Collected data
━━━━━━━━━━━━━━━━━━━━

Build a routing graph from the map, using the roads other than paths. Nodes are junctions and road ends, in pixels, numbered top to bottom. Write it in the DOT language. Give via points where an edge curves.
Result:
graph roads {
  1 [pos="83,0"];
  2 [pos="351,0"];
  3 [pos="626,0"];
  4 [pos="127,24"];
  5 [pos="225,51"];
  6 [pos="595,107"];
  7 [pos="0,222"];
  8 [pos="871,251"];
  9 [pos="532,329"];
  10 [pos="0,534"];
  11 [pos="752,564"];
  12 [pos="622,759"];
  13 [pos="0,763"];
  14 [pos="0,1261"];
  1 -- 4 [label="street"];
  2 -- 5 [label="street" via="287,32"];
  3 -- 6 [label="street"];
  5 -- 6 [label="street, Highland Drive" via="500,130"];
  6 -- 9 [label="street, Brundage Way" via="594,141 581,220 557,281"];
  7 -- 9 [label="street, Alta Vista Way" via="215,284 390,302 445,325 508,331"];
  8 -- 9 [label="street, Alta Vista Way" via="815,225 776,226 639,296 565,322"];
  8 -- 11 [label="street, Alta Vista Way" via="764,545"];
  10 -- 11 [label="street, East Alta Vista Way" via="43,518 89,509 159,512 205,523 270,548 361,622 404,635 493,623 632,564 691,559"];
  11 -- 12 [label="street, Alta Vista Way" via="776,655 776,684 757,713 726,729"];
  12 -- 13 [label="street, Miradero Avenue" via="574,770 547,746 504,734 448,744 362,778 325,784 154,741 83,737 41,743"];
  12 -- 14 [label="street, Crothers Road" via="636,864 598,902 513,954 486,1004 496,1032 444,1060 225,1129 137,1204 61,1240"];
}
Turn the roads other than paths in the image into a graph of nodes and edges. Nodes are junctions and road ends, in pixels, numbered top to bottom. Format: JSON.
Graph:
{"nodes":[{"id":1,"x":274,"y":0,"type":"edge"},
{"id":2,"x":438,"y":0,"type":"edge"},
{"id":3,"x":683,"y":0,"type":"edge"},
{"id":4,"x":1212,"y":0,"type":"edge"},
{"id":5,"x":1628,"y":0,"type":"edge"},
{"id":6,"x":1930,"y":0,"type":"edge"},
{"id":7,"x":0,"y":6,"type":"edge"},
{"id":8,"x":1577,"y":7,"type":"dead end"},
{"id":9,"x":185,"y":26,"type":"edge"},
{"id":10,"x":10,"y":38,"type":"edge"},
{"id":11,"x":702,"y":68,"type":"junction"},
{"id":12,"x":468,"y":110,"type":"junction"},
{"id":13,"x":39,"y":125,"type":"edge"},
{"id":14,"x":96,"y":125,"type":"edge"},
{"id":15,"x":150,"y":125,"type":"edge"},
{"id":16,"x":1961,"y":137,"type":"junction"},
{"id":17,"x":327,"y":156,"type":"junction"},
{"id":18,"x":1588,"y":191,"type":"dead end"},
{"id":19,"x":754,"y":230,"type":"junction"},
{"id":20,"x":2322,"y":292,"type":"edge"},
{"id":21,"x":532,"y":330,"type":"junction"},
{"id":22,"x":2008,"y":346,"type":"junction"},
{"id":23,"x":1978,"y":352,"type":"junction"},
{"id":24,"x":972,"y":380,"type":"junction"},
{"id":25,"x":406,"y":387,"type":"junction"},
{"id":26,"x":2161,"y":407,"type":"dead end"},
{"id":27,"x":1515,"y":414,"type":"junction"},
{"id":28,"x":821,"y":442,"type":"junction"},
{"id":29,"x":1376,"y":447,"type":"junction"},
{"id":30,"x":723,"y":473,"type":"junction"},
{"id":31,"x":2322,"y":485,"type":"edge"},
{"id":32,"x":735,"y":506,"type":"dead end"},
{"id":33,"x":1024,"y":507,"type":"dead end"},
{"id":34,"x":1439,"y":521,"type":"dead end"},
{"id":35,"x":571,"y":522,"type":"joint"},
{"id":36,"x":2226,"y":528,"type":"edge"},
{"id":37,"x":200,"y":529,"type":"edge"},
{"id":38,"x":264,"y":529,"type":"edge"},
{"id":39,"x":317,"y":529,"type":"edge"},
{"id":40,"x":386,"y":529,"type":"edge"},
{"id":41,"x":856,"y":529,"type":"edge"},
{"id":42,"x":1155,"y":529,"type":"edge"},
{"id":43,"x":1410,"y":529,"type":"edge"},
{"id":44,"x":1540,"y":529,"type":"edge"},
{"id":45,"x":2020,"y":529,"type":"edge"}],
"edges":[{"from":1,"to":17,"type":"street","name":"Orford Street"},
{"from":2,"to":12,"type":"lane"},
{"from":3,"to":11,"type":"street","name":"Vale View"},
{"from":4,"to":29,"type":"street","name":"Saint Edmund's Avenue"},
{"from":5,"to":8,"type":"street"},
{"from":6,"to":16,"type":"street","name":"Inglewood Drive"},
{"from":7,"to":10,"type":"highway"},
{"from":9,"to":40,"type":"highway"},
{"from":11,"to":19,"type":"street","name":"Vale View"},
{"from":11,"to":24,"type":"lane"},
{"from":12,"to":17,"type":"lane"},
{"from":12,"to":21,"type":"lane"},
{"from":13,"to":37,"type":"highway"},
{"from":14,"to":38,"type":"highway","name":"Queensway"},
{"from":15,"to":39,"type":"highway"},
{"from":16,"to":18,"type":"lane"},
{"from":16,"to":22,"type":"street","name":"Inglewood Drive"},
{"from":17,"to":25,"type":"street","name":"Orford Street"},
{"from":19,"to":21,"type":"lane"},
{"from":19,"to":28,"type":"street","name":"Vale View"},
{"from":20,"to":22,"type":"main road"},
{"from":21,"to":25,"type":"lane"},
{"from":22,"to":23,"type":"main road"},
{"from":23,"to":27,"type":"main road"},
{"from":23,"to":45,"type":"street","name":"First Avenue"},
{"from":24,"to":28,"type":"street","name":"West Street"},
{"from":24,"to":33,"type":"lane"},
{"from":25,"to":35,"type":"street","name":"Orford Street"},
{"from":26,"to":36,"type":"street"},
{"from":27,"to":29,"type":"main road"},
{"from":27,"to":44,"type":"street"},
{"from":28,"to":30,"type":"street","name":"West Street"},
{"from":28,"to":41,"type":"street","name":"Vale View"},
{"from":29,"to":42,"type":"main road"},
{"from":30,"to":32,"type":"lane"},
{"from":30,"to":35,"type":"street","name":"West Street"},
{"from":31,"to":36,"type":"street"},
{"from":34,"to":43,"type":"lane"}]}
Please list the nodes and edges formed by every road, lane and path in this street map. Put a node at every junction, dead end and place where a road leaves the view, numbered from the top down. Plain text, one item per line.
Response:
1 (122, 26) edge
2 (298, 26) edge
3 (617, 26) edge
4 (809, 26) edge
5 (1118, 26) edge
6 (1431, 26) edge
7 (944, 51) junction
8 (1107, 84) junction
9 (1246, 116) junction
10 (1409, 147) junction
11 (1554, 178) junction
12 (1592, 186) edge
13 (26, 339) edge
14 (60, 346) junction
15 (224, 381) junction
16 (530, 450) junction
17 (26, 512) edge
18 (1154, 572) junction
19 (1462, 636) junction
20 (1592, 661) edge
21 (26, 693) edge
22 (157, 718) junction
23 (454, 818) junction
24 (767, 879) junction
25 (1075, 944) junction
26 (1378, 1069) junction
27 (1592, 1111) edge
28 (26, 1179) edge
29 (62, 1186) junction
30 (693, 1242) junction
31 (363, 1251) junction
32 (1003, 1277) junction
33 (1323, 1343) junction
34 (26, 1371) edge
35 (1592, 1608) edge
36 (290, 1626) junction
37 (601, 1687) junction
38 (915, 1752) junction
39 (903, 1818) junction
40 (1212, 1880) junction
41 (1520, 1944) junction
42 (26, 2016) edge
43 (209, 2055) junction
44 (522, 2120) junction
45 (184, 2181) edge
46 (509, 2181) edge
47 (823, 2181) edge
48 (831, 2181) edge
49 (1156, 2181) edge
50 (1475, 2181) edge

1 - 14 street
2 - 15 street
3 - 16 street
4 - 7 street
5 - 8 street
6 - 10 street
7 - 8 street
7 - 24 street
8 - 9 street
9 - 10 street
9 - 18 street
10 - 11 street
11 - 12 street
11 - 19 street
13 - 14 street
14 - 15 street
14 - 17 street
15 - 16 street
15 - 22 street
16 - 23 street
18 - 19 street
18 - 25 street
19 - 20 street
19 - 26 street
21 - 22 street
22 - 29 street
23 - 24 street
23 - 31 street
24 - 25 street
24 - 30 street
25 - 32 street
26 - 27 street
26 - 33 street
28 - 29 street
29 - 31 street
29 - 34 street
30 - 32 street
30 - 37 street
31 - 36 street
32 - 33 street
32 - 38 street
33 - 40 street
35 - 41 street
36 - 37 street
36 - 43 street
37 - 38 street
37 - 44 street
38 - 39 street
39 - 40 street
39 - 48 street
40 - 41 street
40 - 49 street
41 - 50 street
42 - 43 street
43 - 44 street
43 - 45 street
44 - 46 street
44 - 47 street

━━━━━━━━━━━━━━━━━━━━

ACTION ITEM:
Filter the data down to the lines that contain the string "lane", and copy them.

COMPLETED TASK:
{"from":2,"to":12,"type":"lane"},
{"from":11,"to":24,"type":"lane"},
{"from":12,"to":17,"type":"lane"},
{"from":12,"to":21,"type":"lane"},
{"from":16,"to":18,"type":"lane"},
{"from":19,"to":21,"type":"lane"},
{"from":21,"to":25,"type":"lane"},
{"from":24,"to":33,"type":"lane"},
{"from":30,"to":32,"type":"lane"},
{"from":34,"to":43,"type":"lane"}]}
Please list the nodes and edges formed by every road, lane and path in this street map. Put a node at every junction, dead end and place where a road leaves the view, numbered from the top down. Plain text, one item per line.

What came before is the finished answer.